:: Records supplied ::

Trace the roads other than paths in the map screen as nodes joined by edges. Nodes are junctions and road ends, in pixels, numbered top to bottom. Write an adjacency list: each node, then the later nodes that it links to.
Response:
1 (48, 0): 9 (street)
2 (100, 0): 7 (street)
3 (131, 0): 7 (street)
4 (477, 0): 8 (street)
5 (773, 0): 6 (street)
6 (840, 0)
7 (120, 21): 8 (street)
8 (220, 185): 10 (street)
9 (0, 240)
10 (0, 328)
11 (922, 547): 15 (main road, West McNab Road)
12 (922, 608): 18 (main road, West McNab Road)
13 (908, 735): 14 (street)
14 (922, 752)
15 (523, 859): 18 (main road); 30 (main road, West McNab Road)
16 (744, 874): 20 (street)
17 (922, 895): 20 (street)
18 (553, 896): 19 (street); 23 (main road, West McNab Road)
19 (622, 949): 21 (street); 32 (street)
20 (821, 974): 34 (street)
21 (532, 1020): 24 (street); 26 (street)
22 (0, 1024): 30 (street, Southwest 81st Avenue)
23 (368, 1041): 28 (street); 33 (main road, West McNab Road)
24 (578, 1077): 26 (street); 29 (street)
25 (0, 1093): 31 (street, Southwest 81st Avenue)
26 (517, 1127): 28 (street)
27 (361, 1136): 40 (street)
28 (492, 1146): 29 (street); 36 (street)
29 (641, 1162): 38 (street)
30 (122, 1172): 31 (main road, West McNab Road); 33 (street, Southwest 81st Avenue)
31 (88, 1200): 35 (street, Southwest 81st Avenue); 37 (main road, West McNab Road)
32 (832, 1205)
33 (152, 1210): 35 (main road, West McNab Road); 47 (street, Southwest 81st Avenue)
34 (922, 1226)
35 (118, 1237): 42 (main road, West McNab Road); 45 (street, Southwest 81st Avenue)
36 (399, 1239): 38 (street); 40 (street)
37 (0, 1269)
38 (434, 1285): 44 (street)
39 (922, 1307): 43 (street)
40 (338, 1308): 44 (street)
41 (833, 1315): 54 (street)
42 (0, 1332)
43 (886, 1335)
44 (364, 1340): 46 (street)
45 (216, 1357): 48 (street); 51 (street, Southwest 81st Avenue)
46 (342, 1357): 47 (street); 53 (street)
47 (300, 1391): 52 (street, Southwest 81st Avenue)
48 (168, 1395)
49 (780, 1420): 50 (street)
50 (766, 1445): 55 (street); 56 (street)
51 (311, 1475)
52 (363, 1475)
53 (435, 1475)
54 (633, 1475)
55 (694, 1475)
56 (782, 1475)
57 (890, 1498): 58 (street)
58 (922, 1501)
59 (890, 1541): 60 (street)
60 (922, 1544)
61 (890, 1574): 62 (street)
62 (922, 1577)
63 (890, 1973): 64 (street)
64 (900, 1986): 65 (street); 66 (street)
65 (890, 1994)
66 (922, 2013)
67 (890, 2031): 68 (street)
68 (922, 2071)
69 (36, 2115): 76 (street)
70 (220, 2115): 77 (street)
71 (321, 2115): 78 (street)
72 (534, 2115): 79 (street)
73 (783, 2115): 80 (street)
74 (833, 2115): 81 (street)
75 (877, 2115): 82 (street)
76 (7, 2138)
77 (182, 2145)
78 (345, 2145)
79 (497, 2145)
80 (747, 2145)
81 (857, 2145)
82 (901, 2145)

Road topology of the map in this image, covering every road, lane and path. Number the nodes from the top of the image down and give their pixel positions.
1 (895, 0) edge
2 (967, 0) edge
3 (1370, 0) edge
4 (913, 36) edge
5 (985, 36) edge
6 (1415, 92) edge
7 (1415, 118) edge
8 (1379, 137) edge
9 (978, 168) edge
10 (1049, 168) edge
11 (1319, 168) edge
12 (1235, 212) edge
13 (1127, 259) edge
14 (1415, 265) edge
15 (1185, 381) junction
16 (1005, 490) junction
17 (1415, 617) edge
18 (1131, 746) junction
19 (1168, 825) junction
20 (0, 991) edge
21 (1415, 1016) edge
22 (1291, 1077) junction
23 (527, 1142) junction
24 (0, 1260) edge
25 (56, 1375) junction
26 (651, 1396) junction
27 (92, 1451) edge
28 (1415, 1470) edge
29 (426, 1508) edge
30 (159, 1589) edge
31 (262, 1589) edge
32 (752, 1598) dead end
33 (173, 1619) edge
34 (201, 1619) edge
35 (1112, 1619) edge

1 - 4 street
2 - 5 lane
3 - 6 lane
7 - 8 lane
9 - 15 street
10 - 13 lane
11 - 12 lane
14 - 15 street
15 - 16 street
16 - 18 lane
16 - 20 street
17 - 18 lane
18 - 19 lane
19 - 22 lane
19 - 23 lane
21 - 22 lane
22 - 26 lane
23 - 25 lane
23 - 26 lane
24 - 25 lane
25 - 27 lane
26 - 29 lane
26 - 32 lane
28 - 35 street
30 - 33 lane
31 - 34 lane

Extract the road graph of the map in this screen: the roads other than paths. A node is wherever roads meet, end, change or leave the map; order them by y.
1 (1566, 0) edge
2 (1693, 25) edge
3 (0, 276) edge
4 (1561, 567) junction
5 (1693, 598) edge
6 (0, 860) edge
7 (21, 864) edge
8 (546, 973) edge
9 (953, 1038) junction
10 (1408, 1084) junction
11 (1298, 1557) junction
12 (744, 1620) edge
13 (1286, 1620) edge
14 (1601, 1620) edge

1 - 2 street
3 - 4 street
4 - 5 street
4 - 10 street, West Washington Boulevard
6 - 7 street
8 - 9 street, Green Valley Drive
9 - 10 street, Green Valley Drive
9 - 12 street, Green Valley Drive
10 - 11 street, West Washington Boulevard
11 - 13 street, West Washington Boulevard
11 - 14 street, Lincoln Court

:::

> Assignment:
Produce a word-for-word restatement of all the records.

> The answer:
Trace the roads other than paths in the map screen as nodes joined by edges. Nodes are junctions and road ends, in pixels, numbered top to bottom. Write an adjacency list: each node, then the later nodes that it links to.
Response:
1 (48, 0): 9 (street)
2 (100, 0): 7 (street)
3 (131, 0): 7 (street)
4 (477, 0): 8 (street)
5 (773, 0): 6 (street)
6 (840, 0)
7 (120, 21): 8 (street)
8 (220, 185): 10 (street)
9 (0, 240)
10 (0, 328)
11 (922, 547): 15 (main road, West McNab Road)
12 (922, 608): 18 (main road, West McNab Road)
13 (908, 735): 14 (street)
14 (922, 752)
15 (523, 859): 18 (main road); 30 (main road, West McNab Road)
16 (744, 874): 20 (street)
17 (922, 895): 20 (street)
18 (553, 896): 19 (street); 23 (main road, West McNab Road)
19 (622, 949): 21 (street); 32 (street)
20 (821, 974): 34 (street)
21 (532, 1020): 24 (street); 26 (street)
22 (0, 1024): 30 (street, Southwest 81st Avenue)
23 (368, 1041): 28 (street); 33 (main road, West McNab Road)
24 (578, 1077): 26 (street); 29 (street)
25 (0, 1093): 31 (street, Southwest 81st Avenue)
26 (517, 1127): 28 (street)
27 (361, 1136): 40 (street)
28 (492, 1146): 29 (street); 36 (street)
29 (641, 1162): 38 (street)
30 (122, 1172): 31 (main road, West McNab Road); 33 (street, Southwest 81st Avenue)
31 (88, 1200): 35 (street, Southwest 81st Avenue); 37 (main road, West McNab Road)
32 (832, 1205)
33 (152, 1210): 35 (main road, West McNab Road); 47 (street, Southwest 81st Avenue)
34 (922, 1226)
35 (118, 1237): 42 (main road, West McNab Road); 45 (street, Southwest 81st Avenue)
36 (399, 1239): 38 (street); 40 (street)
37 (0, 1269)
38 (434, 1285): 44 (street)
39 (922, 1307): 43 (street)
40 (338, 1308): 44 (street)
41 (833, 1315): 54 (street)
42 (0, 1332)
43 (886, 1335)
44 (364, 1340): 46 (street)
45 (216, 1357): 48 (street); 51 (street, Southwest 81st Avenue)
46 (342, 1357): 47 (street); 53 (street)
47 (300, 1391): 52 (street, Southwest 81st Avenue)
48 (168, 1395)
49 (780, 1420): 50 (street)
50 (766, 1445): 55 (street); 56 (street)
51 (311, 1475)
52 (363, 1475)
53 (435, 1475)
54 (633, 1475)
55 (694, 1475)
56 (782, 1475)
57 (890, 1498): 58 (street)
58 (922, 1501)
59 (890, 1541): 60 (street)
60 (922, 1544)
61 (890, 1574): 62 (street)
62 (922, 1577)
63 (890, 1973): 64 (street)
64 (900, 1986): 65 (street); 66 (street)
65 (890, 1994)
66 (922, 2013)
67 (890, 2031): 68 (street)
68 (922, 2071)
69 (36, 2115): 76 (street)
70 (220, 2115): 77 (street)
71 (321, 2115): 78 (street)
72 (534, 2115): 79 (street)
73 (783, 2115): 80 (street)
74 (833, 2115): 81 (street)
75 (877, 2115): 82 (street)
76 (7, 2138)
77 (182, 2145)
78 (345, 2145)
79 (497, 2145)
80 (747, 2145)
81 (857, 2145)
82 (901, 2145)

Road topology of the map in this image, covering every road, lane and path. Number the nodes from the top of the image down and give their pixel positions.
1 (895, 0) edge
2 (967, 0) edge
3 (1370, 0) edge
4 (913, 36) edge
5 (985, 36) edge
6 (1415, 92) edge
7 (1415, 118) edge
8 (1379, 137) edge
9 (978, 168) edge
10 (1049, 168) edge
11 (1319, 168) edge
12 (1235, 212) edge
13 (1127, 259) edge
14 (1415, 265) edge
15 (1185, 381) junction
16 (1005, 490) junction
17 (1415, 617) edge
18 (1131, 746) junction
19 (1168, 825) junction
20 (0, 991) edge
21 (1415, 1016) edge
22 (1291, 1077) junction
23 (527, 1142) junction
24 (0, 1260) edge
25 (56, 1375) junction
26 (651, 1396) junction
27 (92, 1451) edge
28 (1415, 1470) edge
29 (426, 1508) edge
30 (159, 1589) edge
31 (262, 1589) edge
32 (752, 1598) dead end
33 (173, 1619) edge
34 (201, 1619) edge
35 (1112, 1619) edge

1 - 4 street
2 - 5 lane
3 - 6 lane
7 - 8 lane
9 - 15 street
10 - 13 lane
11 - 12 lane
14 - 15 street
15 - 16 street
16 - 18 lane
16 - 20 street
17 - 18 lane
18 - 19 lane
19 - 22 lane
19 - 23 lane
21 - 22 lane
22 - 26 lane
23 - 25 lane
23 - 26 lane
24 - 25 lane
25 - 27 lane
26 - 29 lane
26 - 32 lane
28 - 35 street
30 - 33 lane
31 - 34 lane

Extract the road graph of the map in this screen: the roads other than paths. A node is wherever roads meet, end, change or leave the map; order them by y.
1 (1566, 0) edge
2 (1693, 25) edge
3 (0, 276) edge
4 (1561, 567) junction
5 (1693, 598) edge
6 (0, 860) edge
7 (21, 864) edge
8 (546, 973) edge
9 (953, 1038) junction
10 (1408, 1084) junction
11 (1298, 1557) junction
12 (744, 1620) edge
13 (1286, 1620) edge
14 (1601, 1620) edge

1 - 2 street
3 - 4 street
4 - 5 street
4 - 10 street, West Washington Boulevard
6 - 7 street
8 - 9 street, Green Valley Drive
9 - 10 street, Green Valley Drive
9 - 12 street, Green Valley Drive
10 - 11 street, West Washington Boulevard
11 - 13 street, West Washington Boulevard
11 - 14 street, Lincoln Court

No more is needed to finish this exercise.